Upon thinking  more about my comments below, in an architecture such as the
brain where connections are much cheaper (at least more common) than nodes,
cell assemblies might make sense.

 

This is particularly true since one could develop tricks to reduce the
number of links that would be required between assemblies representing
different concepts for the implication between such concepts to a number not
more than two to four times the value of O, of the maximum overlap allowed
between assembly populations.  This could be done by having assemblies that
are activated enough to be transmitting synchronize their firing, so that
their inputs to another concept node could be filtered out from background
noise, and if such synchronized input were above a given threshold, the
assembly receiving them could be activated.  Perhaps it would be valueable
to have the communication between two concept nodes first blast a very
strong synchronized signal to allow inputs above cross talk to be
identified, and then have a more variable signal reflecting the degree of
the input, which could be lower, since the nodes receiving them would know
from which links to expect such a signal.

 

Since in a brain like computer you want a fair amount of redundancy in your
connections, for reliability of connections in a noisy setting, and to
enable variable values to be transmitted with reasonable degree of
statistical smoothing, the cost of the extra connection required to exceed
the maximal cross talk between concept assemblies, might not be above that
which would be desired for such other purposes.

 

Ed Porter

 

 

-----Original Message-----
From: Ed Porter [mailto:[EMAIL PROTECTED] 
Sent: Tuesday, October 21, 2008 3:09 PM
To: agi@v2.listbox.com
Subject: RE: [agi] Who is smart enough to answer this question?

 

Ben, 

 

You're right.  Although one might seem to be getting a free lunch in terms
of being able to create more assemblies than the number of nodes from which
they are created, it would appear that the extra number of links required
not only for auto-associative activation withn an assembly, but that would
be required to activate an assembly from the outside with a signal that
would be distinguishable over the cross talk, may prevent such a use of node
assemblies from resulting in any actual saving.

 

If Vlad's forumula for a lower bound is correct, the one that I used in the
Excel spreadsheet I sent out earlier under this thread, then it is clear one
can create substantially more assemblies than nodes, with maximum overlaps
below 5%, but it is not clear the increased costs in extra connections would
be worth it, since it is not clear that the cost of a node, need be that
much higher than the cost of a link.

 

Ed Porter

 

-----Original Message-----
From: Ben Goertzel [mailto:[EMAIL PROTECTED] 
Sent: Tuesday, October 21, 2008 11:28 AM
To: agi@v2.listbox.com
Subject: Re: [agi] Who is smart enough to answer this question?

 


makes sense, yep...

i guess my intuition is that there are obviously a huge number of
assemblies, so that the number of assemblies is not the hard part, the hard
part lies in the weights...

On Tue, Oct 21, 2008 at 11:18 AM, Ed Porter <[EMAIL PROTECTED]> wrote:

Ben,

 

In my email starting this thread on 10/15/08 7:41pm I pointed out that a
more sophisticated version of the algorithm would have to take connection
weights into account in determining cross talk, as you have suggested below.
But I asked for the answer to a more simple version of the problem, since
that might prove difficult enough, and since I was just trying to get some
rough feeling for whether or not node assemblies might offer substantial
gains in possible representational capability, before delving more deeply
into the subject.

 

Ed Porter

 

 

-----Original Message-----
From: Ben Goertzel [mailto:[EMAIL PROTECTED] 

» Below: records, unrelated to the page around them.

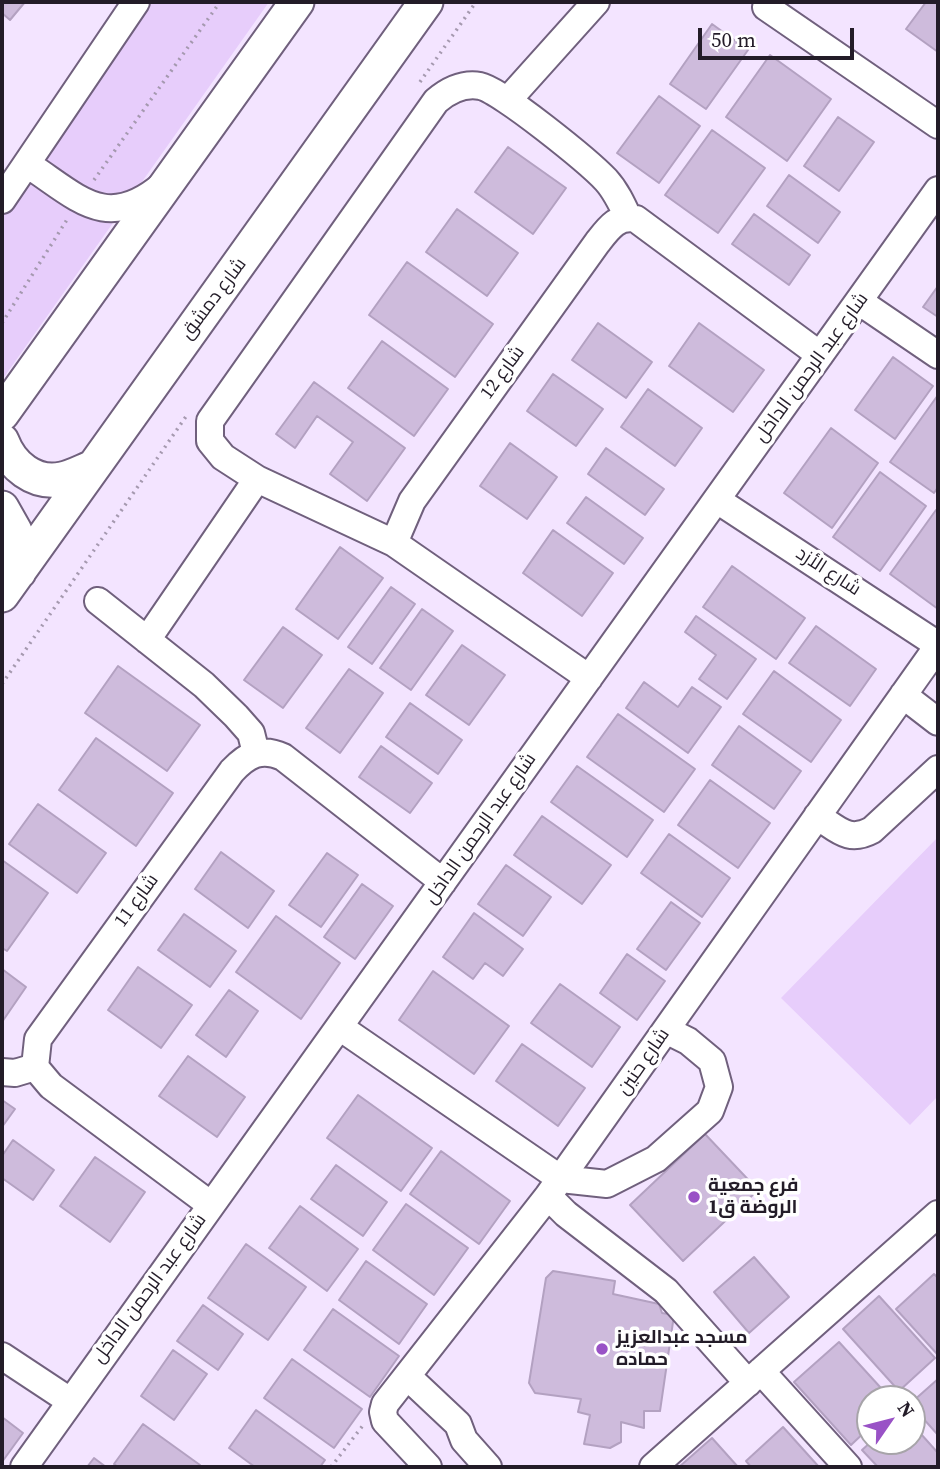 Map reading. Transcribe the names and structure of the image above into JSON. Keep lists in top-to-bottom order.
{
  "streets": {
    "main road": ["شارع دمشق"],
    "street": [
      "شارع عبد الرحمن الداخل",
      "شارع 12",
      "شارع الأزد",
      "شارع 11",
      "شارع حنين"
    ]
  },
  "crossings": [
    ["شارع عبد الرحمن الداخل", "شارع الأزد"],
    ["شارع الأزد", "شارع حنين"]
  ],
  "places": ["فرع جمعية الروضة ق1", "مسجد عبدالعزيز حماده"],
  "scale_bar": "50 m",
  "north": "top right"
}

Sent: Monday, October 20, 2008 10:52 PM
To: agi@v2.listbox.com
Subject: Re: [agi] Who is smart enough to answer this question?

 


But, suppose you have two assemblies A and B, which have nA and nB neurons
respectively, and which overlap in O neurons...

It seems that the system's capability to distinguish A from B is going to
depend on the specific **weight matrix** of the synapses inside the
assemblies A and B, not just on the numbers nA, nB and O.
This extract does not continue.